An Analogy to Telecom
Thompson noted that fellow board member Chuck Noski, the former chief financial officer (CFO) of AT&T Inc. (NYSE: T), experienced firsthand the effects of failing to address competition from new technology. Noski witnessed the traditional wireline business at AT&T disappear as consumers switched to wireless devices. Thompson and Noski understand that Microsoft may face a similar fate with its on-premise software programs.
Late to the Game
Microsoft forecast $20 billion in annual sales of commercial cloud products in fiscal year 2018, and Nadella expects the company to meet this goal. However, Thompson expressed concern about the company's late entry into cloud computing. While Microsoft's Azure cloud computing platform posted 100% gains in quarterly sales, it contributed only $5.8 billion of the company's $93.6 billion in revenues in fiscal year 2015. Other cloud products such as Power BI and the enterprise mobile management service contribute an even smaller fraction of the company's overall revenues. The board is evaluating whether the company has invested enough in this area and how it might leverage its relationships with partners to deliver better cloud products.
Building Partnerships
Analyst Lydia Leong of Gartner Inc. (NYSE: IT) believes Microsoft can better leverage its Azure offerings by forming partnerships with consultants to install and manage its services. Leong noted that Microsoft lags Amazon Web Services in its knowledge about installing and servicing cloud products. Most Microsoft salespeople lack deep familiarity and experience with subscription-based deals. Unlike the one-time purchases of traditional software sales, cloud sales entail longer-term contracts. Matt McIlwain, managing director at Seattle's Madrona Venture Partners, believes that Microsoft's sales team still needs to transition more effectively to a subscription-based selling model.
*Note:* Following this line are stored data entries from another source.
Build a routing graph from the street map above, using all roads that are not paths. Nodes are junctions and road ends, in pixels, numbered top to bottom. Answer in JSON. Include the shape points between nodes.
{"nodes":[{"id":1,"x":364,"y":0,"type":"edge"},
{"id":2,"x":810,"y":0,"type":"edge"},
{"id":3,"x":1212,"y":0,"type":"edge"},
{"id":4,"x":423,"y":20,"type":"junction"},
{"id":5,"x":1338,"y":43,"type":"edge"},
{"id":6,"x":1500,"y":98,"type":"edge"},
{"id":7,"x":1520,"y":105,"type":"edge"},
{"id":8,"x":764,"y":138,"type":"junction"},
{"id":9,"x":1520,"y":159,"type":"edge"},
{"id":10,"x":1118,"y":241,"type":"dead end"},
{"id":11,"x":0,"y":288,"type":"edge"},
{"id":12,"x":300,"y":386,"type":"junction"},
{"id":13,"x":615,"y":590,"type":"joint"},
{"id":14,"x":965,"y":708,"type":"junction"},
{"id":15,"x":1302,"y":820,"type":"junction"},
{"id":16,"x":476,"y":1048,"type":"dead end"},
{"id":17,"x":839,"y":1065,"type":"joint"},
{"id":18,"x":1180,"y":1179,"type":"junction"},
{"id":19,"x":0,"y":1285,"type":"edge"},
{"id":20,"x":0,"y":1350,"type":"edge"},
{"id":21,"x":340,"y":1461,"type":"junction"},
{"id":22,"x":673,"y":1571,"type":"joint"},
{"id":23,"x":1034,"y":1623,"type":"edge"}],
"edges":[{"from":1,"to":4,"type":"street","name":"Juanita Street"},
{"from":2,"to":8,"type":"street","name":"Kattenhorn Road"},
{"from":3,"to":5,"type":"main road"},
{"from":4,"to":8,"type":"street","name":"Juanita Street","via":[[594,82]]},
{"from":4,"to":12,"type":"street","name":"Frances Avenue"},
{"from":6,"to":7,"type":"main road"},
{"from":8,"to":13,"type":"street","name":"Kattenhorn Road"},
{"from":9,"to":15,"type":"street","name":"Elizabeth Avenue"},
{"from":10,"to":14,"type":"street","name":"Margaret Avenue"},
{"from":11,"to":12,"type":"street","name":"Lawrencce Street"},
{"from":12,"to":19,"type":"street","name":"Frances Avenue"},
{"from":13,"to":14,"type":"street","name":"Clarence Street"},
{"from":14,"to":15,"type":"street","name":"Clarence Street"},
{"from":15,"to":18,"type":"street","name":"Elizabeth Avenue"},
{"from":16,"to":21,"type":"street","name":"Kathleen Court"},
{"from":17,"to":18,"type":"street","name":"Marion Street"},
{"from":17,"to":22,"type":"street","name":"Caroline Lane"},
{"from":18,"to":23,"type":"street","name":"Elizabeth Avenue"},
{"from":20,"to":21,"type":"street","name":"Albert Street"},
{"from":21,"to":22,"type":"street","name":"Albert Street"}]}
Reliance on Traditional Model
Microsoft's quarterly report, which it released on April 21, 2016, demonstrated the long path the company faces in breaking into cloud computing. The company announced weakness in its traditional software business and noted that this weakness may persist in the future. The company needs to grow its cloud business more quickly to avoid more growth headaches.
The company's 2015 annual report also highlighted the costs of transitioning to cloud computing. Cloud computing is a lower-margin business than traditional software; the cost of building and running data centers to deliver the product erodes margins. Microsoft's gross margins dropped from 80% in fiscal year 2010 to 65% in fiscal year 2015.
Competition
In market share, Microsoft's Azure cloud service trails Amazon Web Services, the product offering of Amazon.com Inc. (NASDAQ: AMZN), but it leads product offerings by Alphabet Inc. (NASDAQ: GOOGL) and International Business Machines Corporation (NYSE: IBM). Microsoft also offers Office 365 cloud versions for email, spreadsheets and other software.